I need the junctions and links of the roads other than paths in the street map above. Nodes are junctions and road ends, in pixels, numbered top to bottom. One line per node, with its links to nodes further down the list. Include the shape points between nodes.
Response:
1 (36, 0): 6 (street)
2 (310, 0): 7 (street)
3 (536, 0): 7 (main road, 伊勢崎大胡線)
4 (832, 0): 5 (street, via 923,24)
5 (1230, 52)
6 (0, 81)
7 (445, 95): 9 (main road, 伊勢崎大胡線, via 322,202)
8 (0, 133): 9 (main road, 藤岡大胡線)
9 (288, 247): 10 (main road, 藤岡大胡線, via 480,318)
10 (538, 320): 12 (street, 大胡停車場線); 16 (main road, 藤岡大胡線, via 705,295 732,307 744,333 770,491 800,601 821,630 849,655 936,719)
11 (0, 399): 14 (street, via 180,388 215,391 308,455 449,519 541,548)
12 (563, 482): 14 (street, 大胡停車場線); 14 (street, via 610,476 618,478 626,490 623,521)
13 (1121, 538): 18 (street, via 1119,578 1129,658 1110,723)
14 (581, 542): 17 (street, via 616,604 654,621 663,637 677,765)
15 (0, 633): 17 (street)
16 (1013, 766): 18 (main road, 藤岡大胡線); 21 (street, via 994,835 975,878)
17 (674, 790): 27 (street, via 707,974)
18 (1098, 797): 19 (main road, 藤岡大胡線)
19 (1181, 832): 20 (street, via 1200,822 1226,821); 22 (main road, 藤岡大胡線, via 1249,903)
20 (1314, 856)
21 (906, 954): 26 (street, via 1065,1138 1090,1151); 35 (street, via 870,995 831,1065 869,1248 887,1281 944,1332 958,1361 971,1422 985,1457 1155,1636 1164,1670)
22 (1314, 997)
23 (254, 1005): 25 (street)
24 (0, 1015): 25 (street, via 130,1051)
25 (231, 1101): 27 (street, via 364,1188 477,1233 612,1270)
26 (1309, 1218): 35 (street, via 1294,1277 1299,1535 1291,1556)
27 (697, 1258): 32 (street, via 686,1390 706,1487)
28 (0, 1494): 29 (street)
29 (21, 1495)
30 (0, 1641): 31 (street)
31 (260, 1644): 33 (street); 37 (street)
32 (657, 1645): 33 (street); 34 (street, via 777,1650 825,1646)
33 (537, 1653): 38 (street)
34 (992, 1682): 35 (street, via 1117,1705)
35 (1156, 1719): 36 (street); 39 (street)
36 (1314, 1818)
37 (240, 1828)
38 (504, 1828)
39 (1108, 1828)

+--

Look through the preceding entries for the word "road". Report how many lines hold it, and only that number.

# EXPECTED OUTPUT
9